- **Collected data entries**
---

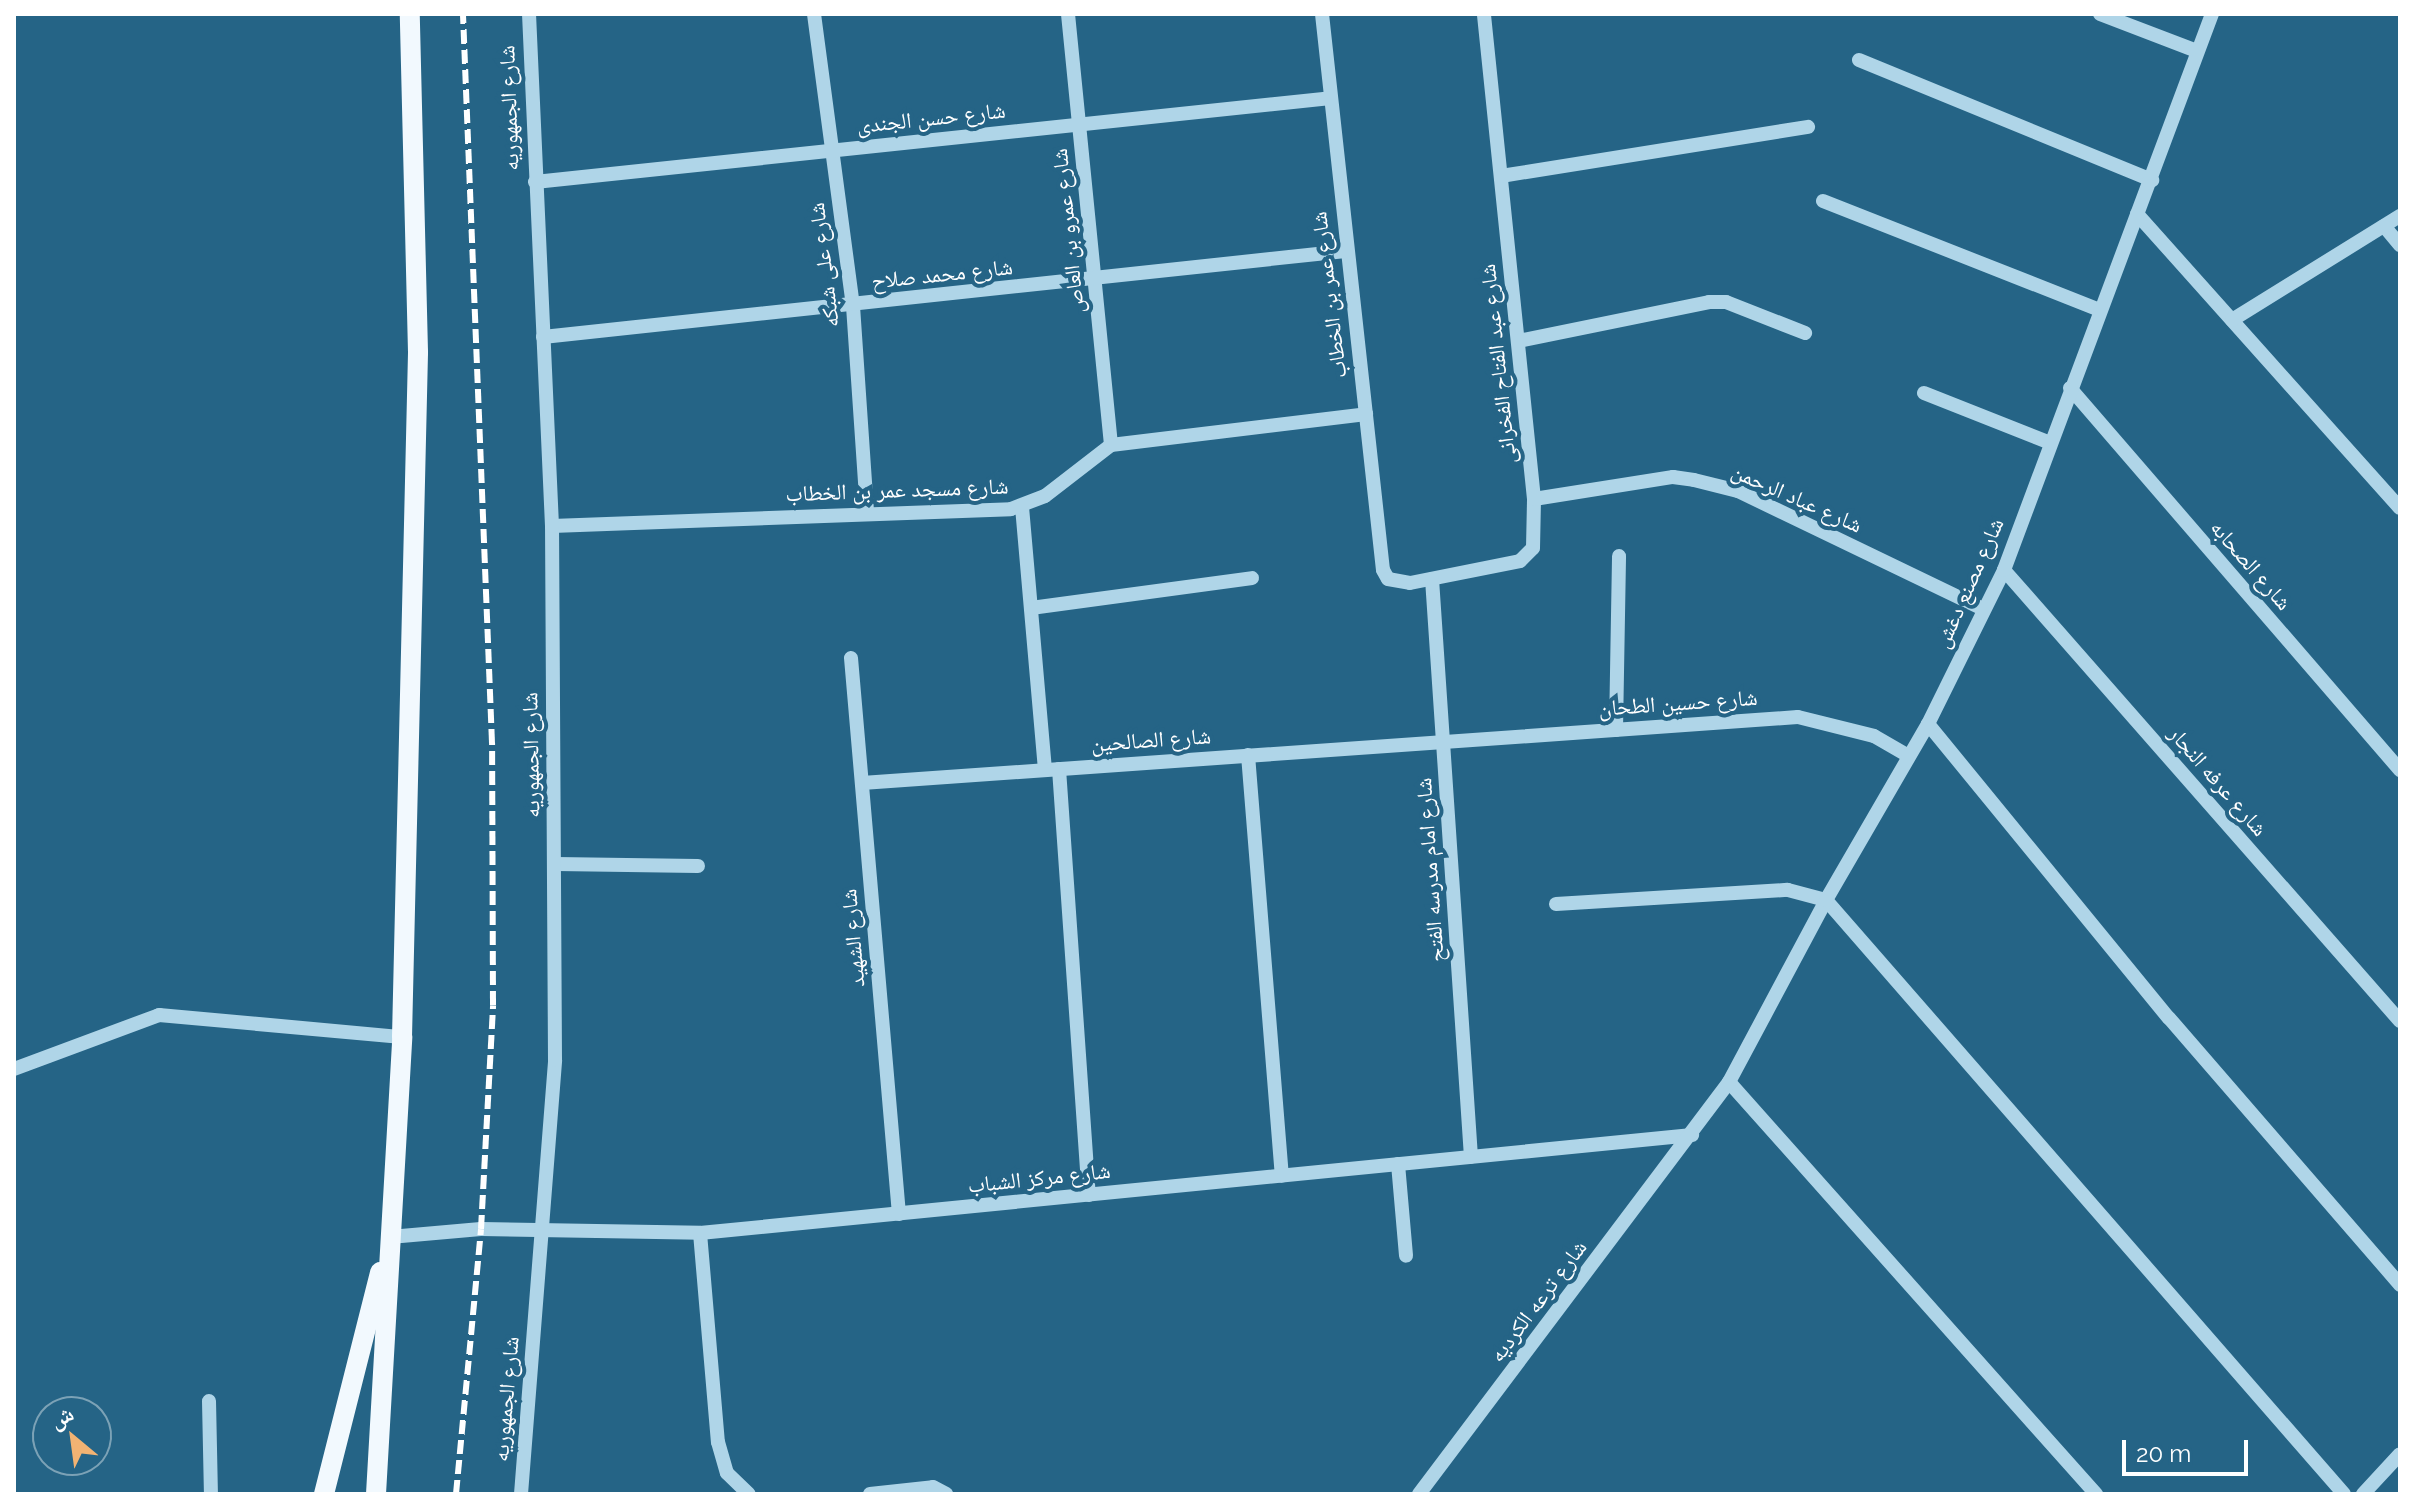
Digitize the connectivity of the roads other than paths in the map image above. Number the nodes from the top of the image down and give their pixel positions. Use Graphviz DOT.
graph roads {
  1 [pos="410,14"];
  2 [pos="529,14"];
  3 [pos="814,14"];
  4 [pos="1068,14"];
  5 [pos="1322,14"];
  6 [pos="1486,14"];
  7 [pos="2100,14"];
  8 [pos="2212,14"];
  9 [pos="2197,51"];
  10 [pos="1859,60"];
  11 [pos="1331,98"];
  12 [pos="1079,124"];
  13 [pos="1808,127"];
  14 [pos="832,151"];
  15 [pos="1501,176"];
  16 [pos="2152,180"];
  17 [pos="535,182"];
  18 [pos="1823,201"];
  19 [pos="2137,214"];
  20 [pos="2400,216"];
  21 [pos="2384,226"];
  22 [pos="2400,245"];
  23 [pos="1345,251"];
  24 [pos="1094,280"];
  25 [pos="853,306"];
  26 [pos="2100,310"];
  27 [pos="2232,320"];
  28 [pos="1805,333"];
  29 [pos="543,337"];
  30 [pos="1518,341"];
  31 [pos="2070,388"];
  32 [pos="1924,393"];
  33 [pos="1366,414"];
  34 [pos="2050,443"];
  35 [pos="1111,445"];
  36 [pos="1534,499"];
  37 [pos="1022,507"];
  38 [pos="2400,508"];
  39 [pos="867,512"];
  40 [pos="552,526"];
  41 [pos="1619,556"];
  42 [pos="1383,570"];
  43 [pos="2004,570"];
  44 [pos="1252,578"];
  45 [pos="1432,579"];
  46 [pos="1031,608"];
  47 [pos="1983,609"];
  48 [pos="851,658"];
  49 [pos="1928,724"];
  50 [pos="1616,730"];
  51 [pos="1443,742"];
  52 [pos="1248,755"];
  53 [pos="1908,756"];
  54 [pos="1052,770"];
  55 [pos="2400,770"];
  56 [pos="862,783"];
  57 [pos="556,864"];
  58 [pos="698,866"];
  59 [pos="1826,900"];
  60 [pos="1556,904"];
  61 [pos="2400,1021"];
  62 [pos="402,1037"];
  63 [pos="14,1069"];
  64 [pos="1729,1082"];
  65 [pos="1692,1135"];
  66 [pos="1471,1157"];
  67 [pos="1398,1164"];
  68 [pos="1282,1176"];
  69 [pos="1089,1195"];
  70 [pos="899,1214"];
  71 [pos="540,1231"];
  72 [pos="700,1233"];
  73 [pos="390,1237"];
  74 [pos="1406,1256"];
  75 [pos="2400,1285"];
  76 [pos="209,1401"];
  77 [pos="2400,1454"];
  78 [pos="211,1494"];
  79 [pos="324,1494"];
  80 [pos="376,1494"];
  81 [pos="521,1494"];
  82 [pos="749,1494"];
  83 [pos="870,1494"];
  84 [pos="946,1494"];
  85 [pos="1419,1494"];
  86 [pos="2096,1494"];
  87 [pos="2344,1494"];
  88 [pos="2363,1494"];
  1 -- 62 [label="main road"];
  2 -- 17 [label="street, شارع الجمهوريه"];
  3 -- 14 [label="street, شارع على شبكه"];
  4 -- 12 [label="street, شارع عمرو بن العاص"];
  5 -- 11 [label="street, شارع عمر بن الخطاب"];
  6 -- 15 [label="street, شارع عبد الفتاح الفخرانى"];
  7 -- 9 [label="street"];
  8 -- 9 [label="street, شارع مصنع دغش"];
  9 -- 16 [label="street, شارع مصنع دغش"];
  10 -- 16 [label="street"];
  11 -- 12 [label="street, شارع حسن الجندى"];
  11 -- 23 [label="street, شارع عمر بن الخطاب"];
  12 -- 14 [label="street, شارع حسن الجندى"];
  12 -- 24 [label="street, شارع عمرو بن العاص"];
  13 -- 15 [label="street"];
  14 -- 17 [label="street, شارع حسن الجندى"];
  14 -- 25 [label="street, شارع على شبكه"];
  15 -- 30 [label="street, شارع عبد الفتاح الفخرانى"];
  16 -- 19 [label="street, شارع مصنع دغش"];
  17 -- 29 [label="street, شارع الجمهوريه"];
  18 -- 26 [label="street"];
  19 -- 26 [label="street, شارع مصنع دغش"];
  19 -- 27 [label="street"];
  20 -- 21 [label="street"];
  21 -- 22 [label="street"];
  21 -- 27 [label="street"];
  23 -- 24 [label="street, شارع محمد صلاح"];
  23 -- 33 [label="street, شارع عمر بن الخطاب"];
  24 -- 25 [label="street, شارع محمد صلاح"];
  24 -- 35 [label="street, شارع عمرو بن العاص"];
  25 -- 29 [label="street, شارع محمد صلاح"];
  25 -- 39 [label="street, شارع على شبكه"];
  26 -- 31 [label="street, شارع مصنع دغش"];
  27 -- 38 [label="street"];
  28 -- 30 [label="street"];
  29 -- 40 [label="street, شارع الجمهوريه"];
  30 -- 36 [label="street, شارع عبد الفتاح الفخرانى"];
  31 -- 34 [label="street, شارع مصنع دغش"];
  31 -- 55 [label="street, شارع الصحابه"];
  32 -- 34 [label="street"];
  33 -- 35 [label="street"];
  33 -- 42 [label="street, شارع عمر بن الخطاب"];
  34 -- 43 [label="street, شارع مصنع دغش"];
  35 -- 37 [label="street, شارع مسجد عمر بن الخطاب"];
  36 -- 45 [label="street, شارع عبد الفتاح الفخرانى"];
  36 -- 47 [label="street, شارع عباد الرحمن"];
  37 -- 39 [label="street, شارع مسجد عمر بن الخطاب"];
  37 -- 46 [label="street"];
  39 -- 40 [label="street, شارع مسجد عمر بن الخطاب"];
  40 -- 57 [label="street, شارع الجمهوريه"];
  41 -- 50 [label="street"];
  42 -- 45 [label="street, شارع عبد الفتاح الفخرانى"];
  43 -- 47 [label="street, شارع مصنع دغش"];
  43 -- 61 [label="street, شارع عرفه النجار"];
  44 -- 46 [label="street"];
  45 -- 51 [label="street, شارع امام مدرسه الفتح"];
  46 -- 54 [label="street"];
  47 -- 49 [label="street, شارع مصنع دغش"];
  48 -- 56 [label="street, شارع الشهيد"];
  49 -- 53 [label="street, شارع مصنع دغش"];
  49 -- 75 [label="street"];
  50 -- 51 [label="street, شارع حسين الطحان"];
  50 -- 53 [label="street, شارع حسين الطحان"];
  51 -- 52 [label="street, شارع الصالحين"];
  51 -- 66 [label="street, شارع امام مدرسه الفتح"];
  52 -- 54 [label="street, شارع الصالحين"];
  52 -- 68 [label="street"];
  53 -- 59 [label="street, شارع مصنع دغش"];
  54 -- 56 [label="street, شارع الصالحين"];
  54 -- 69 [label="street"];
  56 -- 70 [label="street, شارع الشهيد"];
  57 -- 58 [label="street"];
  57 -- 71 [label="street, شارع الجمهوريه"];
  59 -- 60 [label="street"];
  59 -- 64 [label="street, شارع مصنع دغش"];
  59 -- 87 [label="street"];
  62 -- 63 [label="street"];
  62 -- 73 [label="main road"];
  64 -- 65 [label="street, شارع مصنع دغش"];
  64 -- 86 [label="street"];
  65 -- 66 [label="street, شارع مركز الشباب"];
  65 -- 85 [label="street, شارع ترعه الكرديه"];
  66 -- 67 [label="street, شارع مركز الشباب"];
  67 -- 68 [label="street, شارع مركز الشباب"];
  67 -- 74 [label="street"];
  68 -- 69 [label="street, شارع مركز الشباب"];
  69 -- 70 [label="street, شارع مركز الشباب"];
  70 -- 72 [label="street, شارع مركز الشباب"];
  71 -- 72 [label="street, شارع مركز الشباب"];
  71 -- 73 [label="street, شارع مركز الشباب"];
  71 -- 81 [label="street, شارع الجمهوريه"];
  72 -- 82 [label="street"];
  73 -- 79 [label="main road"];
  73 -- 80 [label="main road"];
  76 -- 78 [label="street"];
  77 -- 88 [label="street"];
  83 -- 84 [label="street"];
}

---

- **WHAT THE TASK REQUIRES**
Please return every line of the records above that contains the word "عمرو".

- **RESULT BELOW**
  4 -- 12 [label="street, شارع عمرو بن العاص"];
  12 -- 24 [label="street, شارع عمرو بن العاص"];
  24 -- 35 [label="street, شارع عمرو بن العاص"];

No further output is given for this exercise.